Objectives: To engage people experiencing structural marginalization and their care providers in the co-development of evidence-informed recommendations to improve access to cancer services, and to increase capacity for equity-oriented cancer care.

Design & Methods: As part of a larger study informed by critical ethnographic methods, we conducted focus groups and semi-structured interviews with people experiencing structural marginalization (n=28), community-based health and social care providers (n=16), and clinicians and leaders in cancer care (n=16). Data collection included iterative cycles of engagement with participants and community members, where we (1) asked questions regarding how to make cancer care more equitable and accessible and (2) co-developed a set of recommendations for cancer care organizations. Data analysis followed an interpretive descriptive approach.

Results: This process resulted in multiple recommendations, including action-oriented strategies and tangible examples. For example, one recommendation was that careful attention be paid to service design to ensure that services are maximally accessible for people experiencing structural marginalization. This could include implementing collaborative models of care that better support social needs, such as instituting complex case rounds in collaboration with community-based services or cross-sectorally to support temporary accommodations for patients who are unstably housed and with otherwise not be able to receive cancer treatment.

Conclusion: Iterative processes of data collection, analysis, and community engagement resulted in the co-development of several evidence-informed, action-oriented strategies for cancer organizations to improve capacity for equity-oriented care. If implemented, these community-informed public health approach recommendations could improve access to and experiences of cancer care for structurally marginalized populations.

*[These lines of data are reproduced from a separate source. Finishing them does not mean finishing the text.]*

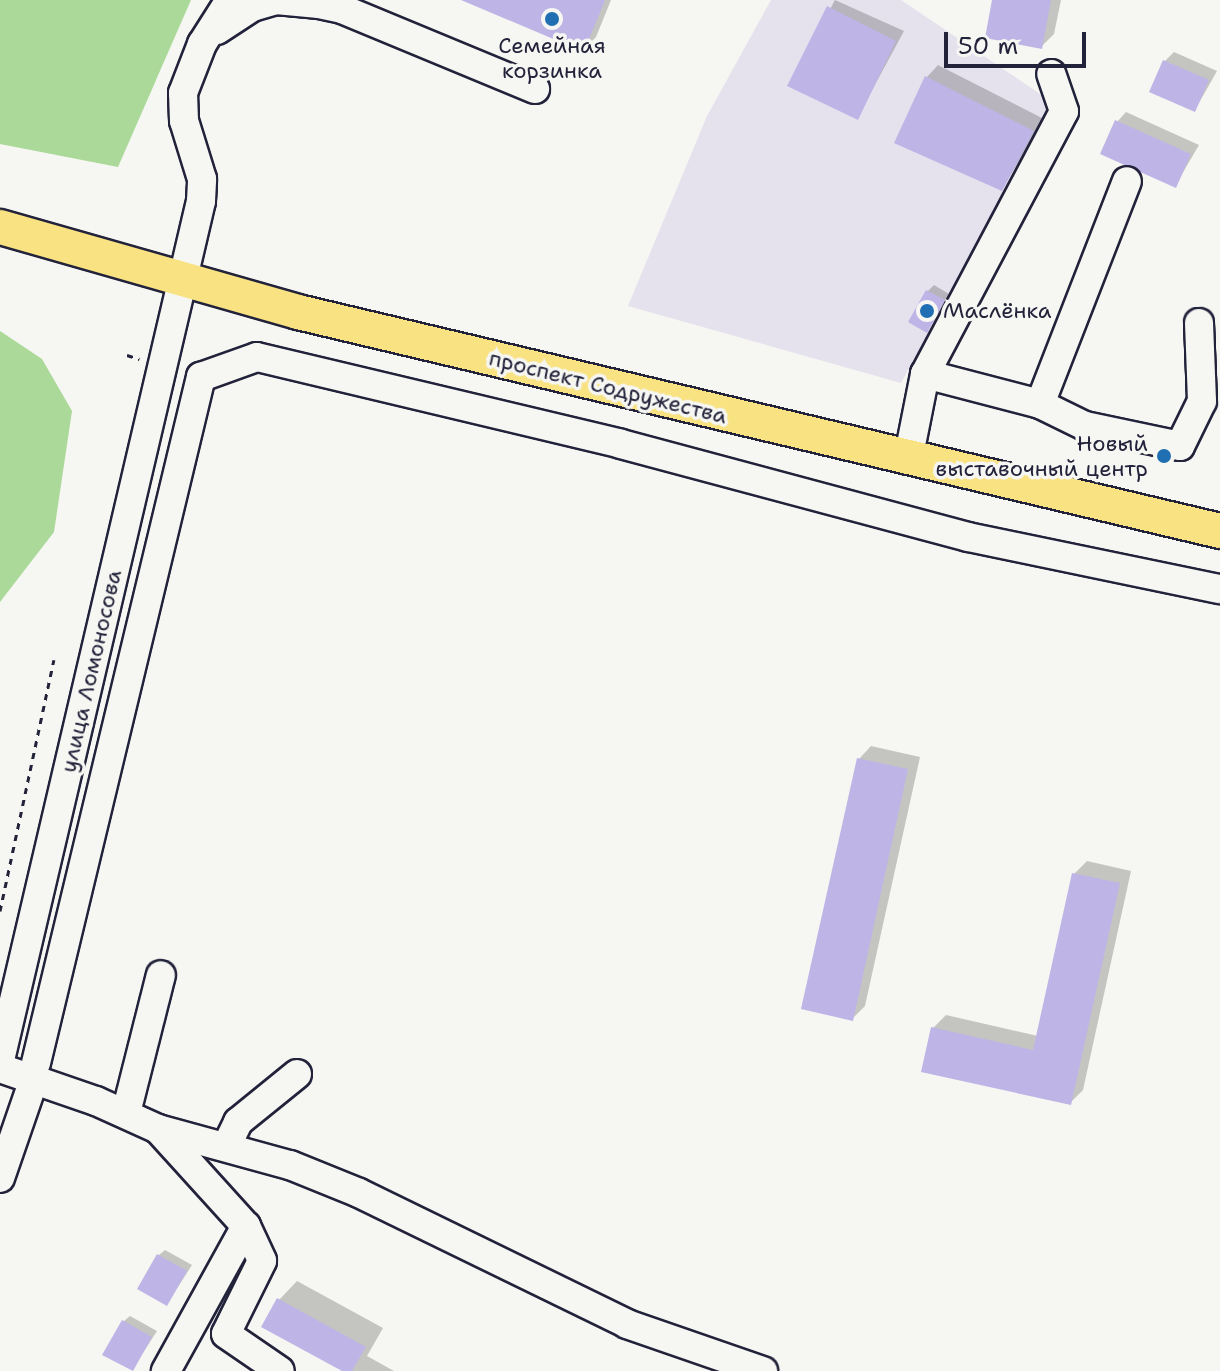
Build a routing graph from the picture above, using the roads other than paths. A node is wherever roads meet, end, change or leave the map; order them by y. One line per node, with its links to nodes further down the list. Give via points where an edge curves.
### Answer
1 (230, 0): 2 (street, улица Ломоносова)
2 (202, 44): 4 (street, via 252,7 276,0 319,4); 7 (street, улица Ломоносова, via 182,104 202,190)
3 (1051, 74): 9 (street, via 1064,111)
4 (535, 89)
5 (1127, 181): 10 (street)
6 (0, 227): 7 (main road, проспект Содружества)
7 (185, 283): 11 (main road, проспект Содружества); 15 (street, улица Ломоносова)
8 (1199, 323): 10 (street, via 1202,401 1180,446 1085,426)
9 (925, 374): 10 (street); 11 (street)
10 (1040, 404)
11 (908, 460): 12 (main road, проспект Содружества)
12 (1220, 531)
13 (1220, 589): 16 (street, via 968,537 621,444 257,357 201,377)
14 (161, 975): 20 (street)
15 (0, 1060)
16 (36, 1063)
17 (0, 1068): 20 (street)
18 (297, 1074): 22 (street, via 238,1122)
19 (29, 1094): 23 (street)
20 (126, 1113): 21 (street)
21 (158, 1129): 22 (street); 24 (street)
22 (226, 1147): 27 (street, via 359,1193 627,1324)
23 (0, 1178)
24 (246, 1226): 25 (street); 26 (street, via 262,1261 226,1334)
25 (166, 1371)
26 (280, 1371)
27 (763, 1371)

Walking alongside Indigenous Peoples who are seriously ill: Education for community caregivers

Holly Prince, Jessica Wyatt, Kassandra Fernandes

Lakehead University, Canada

Background: Indigenous communities view dying as a social and community event where caregiving is provided by family and community. Family and community networks are important to Indigenous people, and kinship is integral to their culture. To meet the educational needs of community caregivers, a partnership was established with Indigenous communities in Canada to develop the “Walking Alongside Indigenous Peoples Who Are Seriously Ill: Education for Community Caregivers” curriculum.

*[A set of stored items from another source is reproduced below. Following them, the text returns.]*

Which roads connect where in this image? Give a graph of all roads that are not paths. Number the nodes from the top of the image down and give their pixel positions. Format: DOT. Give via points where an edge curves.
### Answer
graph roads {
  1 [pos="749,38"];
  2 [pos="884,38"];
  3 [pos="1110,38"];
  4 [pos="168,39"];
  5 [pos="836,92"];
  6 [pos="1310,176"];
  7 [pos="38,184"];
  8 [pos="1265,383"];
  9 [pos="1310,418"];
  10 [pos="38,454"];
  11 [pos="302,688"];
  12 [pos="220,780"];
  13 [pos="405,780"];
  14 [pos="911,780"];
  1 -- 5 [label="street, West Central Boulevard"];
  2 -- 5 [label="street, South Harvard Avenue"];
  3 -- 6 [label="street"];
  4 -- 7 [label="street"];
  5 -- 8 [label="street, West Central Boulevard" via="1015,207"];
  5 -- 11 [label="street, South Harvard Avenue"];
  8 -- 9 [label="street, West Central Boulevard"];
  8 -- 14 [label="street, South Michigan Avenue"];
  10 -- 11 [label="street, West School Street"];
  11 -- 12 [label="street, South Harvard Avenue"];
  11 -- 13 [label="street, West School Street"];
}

Objectives: This curriculum aims to enhance the capacity of health and social care providers in Indigenous communities to provide community-based education and support to families and community members caring for loved ones with life-limiting illnesses. This curriculum helps improve the knowledge and skills of family and community care providers by providing education and resources on bedside care and supporting people's social, cultural, and spiritual needs.

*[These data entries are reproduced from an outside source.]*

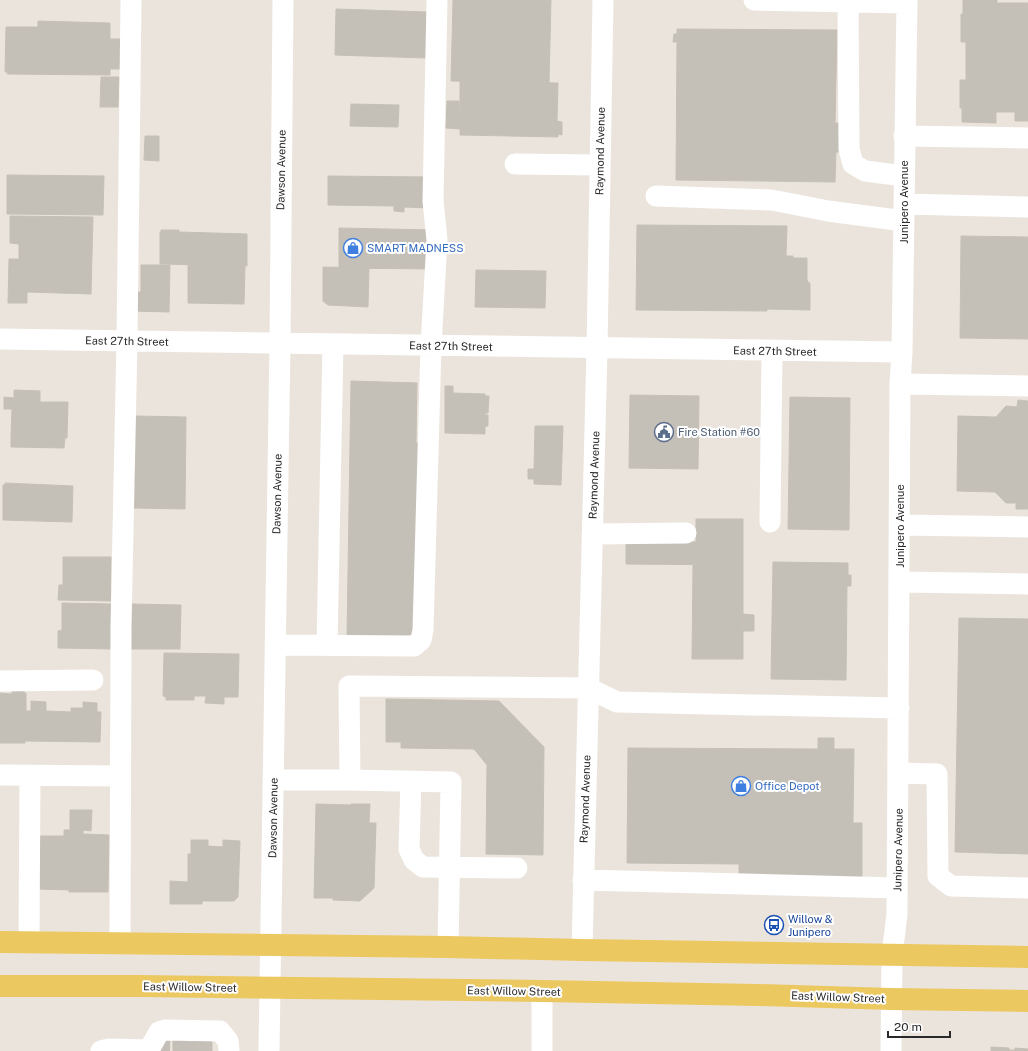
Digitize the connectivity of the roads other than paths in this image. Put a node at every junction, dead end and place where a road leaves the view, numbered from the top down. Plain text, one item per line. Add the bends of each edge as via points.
1 (131, 0) edge
2 (283, 0) edge
3 (437, 0) edge
4 (603, 0) edge
5 (754, 0) edge
6 (906, 1) edge
7 (848, 2) junction
8 (904, 136) junction
9 (1028, 138) edge
10 (515, 164) dead end
11 (600, 165) junction
12 (904, 176) junction
13 (656, 196) dead end
14 (1028, 207) edge
15 (904, 213) junction
16 (0, 339) edge
17 (128, 341) junction
18 (280, 343) junction
19 (333, 344) junction
20 (431, 346) junction
21 (597, 348) junction
22 (772, 351) junction
23 (902, 352) junction
24 (900, 384) junction
25 (1028, 386) edge
26 (770, 522) dead end
27 (900, 525) junction
28 (1028, 527) edge
29 (686, 533) dead end
30 (592, 534) junction
31 (900, 582) junction
32 (1028, 584) edge
33 (275, 645) junction
34 (327, 645) junction
35 (93, 680) dead end
36 (0, 681) edge
37 (588, 688) junction
38 (899, 708) junction
39 (899, 773) junction
40 (0, 775) edge
41 (30, 776) junction
42 (120, 776) junction
43 (273, 780) junction
44 (350, 780) junction
45 (411, 781) junction
46 (449, 867) junction
47 (517, 868) dead end
48 (583, 880) junction
49 (897, 888) junction
50 (1028, 888) edge
51 (0, 942) edge
52 (29, 942) junction
53 (120, 943) junction
54 (271, 945) junction
55 (448, 947) junction
56 (582, 950) junction
57 (892, 955) junction
58 (1028, 957) edge
59 (0, 986) edge
60 (271, 988) junction
61 (542, 991) junction
62 (891, 999) junction
63 (1028, 1001) edge
64 (101, 1051) edge
65 (229, 1051) edge
66 (269, 1051) edge
67 (542, 1051) edge
68 (891, 1051) edge

1 - 17 street
2 - 18 street, Dawson Avenue
3 - 20 street via 433,201 437,240
4 - 11 street, Raymond Avenue
5 - 7 street
6 - 7 street
6 - 8 street, Junipero Avenue
7 - 12 street via 849,149 853,164 865,171
8 - 9 street
8 - 12 street, Junipero Avenue
10 - 11 street
11 - 21 street, Raymond Avenue
12 - 15 street, Junipero Avenue
13 - 15 street via 772,200 828,211
14 - 15 street
15 - 23 street, Junipero Avenue
16 - 17 street, East 27th Street
17 - 18 street, East 27th Street
17 - 42 street
18 - 19 street, East 27th Street
18 - 33 street, Dawson Avenue
19 - 20 street, East 27th Street
19 - 34 street
20 - 21 street, East 27th Street
20 - 34 street via 421,640 414,646
21 - 22 street, East 27th Street
21 - 30 street, Raymond Avenue
22 - 23 street, East 27th Street
22 - 26 street
23 - 24 street, Junipero Avenue
24 - 25 street
24 - 27 street, Junipero Avenue
27 - 28 street
27 - 31 street, Junipero Avenue
29 - 30 street
30 - 37 street, Raymond Avenue
31 - 32 street
31 - 38 street, Junipero Avenue
33 - 34 street
33 - 43 street, Dawson Avenue
35 - 36 street
37 - 38 street via 617,702
37 - 44 street via 349,686
37 - 48 street, Raymond Avenue
38 - 39 street, Junipero Avenue
39 - 49 street, Junipero Avenue
39 - 50 street via 937,774 938,876 951,886
40 - 41 street
41 - 42 street
41 - 52 street
42 - 53 street
43 - 44 street
43 - 54 street, Dawson Avenue
44 - 45 street
45 - 46 street via 409,849 414,860 423,867
45 - 46 street via 451,782
46 - 47 street
46 - 55 street
48 - 49 street
48 - 56 street, Raymond Avenue
49 - 57 street, Junipero Avenue via 898,914
51 - 52 main road
52 - 53 main road
53 - 54 main road
54 - 55 main road
54 - 60 street, Dawson Avenue
55 - 56 main road
56 - 57 main road
57 - 58 main road
57 - 62 street, Junipero Avenue
59 - 60 main road, East Willow Street
60 - 61 main road, East Willow Street
60 - 66 street, Dawson Avenue
61 - 62 main road, East Willow Street
61 - 67 street
62 - 63 main road, East Willow Street
62 - 68 street, Junipero Avenue
64 - 65 street via 149,1050 159,1032 165,1030 220,1031 228,1041

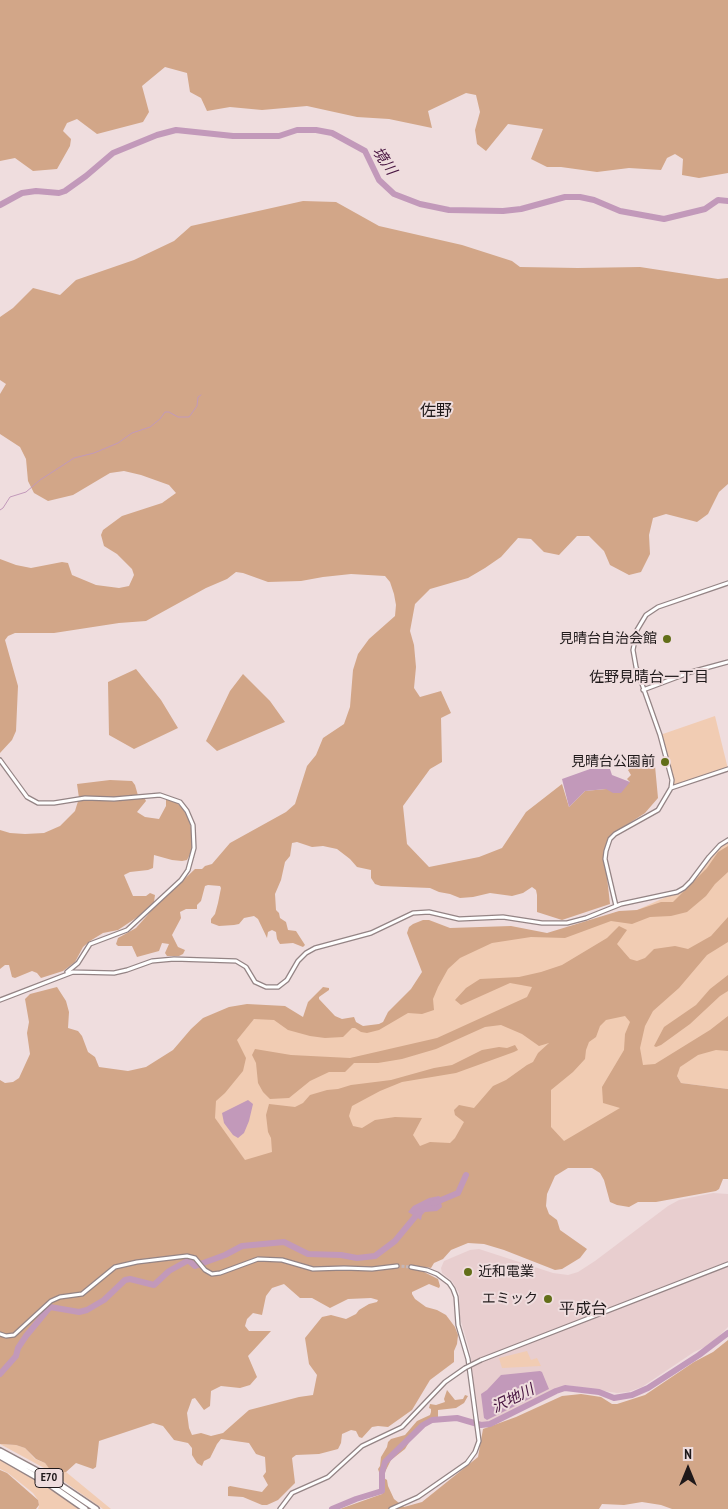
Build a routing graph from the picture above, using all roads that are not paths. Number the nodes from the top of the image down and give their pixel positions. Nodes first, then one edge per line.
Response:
1 (728, 583) edge
2 (728, 662) edge
3 (644, 690) junction
4 (0, 760) edge
5 (728, 770) edge
6 (671, 788) junction
7 (728, 840) edge
8 (616, 906) junction
9 (62, 975) junction
10 (0, 1000) edge
11 (728, 1264) edge
12 (397, 1266) tunnel mouth
13 (411, 1266) tunnel mouth
14 (0, 1334) edge
15 (0, 1451) edge
16 (0, 1456) edge
17 (85, 1509) edge
18 (96, 1509) edge
19 (280, 1509) edge
20 (391, 1509) edge

1 - 3 street
2 - 3 street
3 - 6 street
4 - 9 street
5 - 6 street
6 - 8 street
7 - 8 street
8 - 9 street
9 - 10 street
11 - 19 street, bridge
12 - 14 street
13 - 20 street
15 - 18 highway, E70
16 - 17 highway, E70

Design: The curriculum is based on clinical best practices and follows a "train the trainer" format. It is rooted in the Indigenous Wellness Framework, which incorporates community’s experiences, culture, values, and beliefs into the education. An advisory committee reviewed the curriculum through the development process to ensure that it was culturally relevant and met the needs of community caregivers.

Results: This web-based curriculum includes a manual with over 90 supporting resources. It focuses on spiritual, emotional, mental, and physical wellness. It provides guidance on developing a care plan, making your wishes known, the palliative approach to care and the last days and hours of living. The curriculum has been introduced to over 200 Indigenous communities across seven provinces in Canada through community-based workshops.

Conclusion: This education provides a Canadian example of implementing a public health approach to palliative care education in an Indigenous context. The education outlines a community engagement process in developing and delivering community-based education. Lastly, the education provides examples of community-developed resources and discusses the potential global application to other contexts.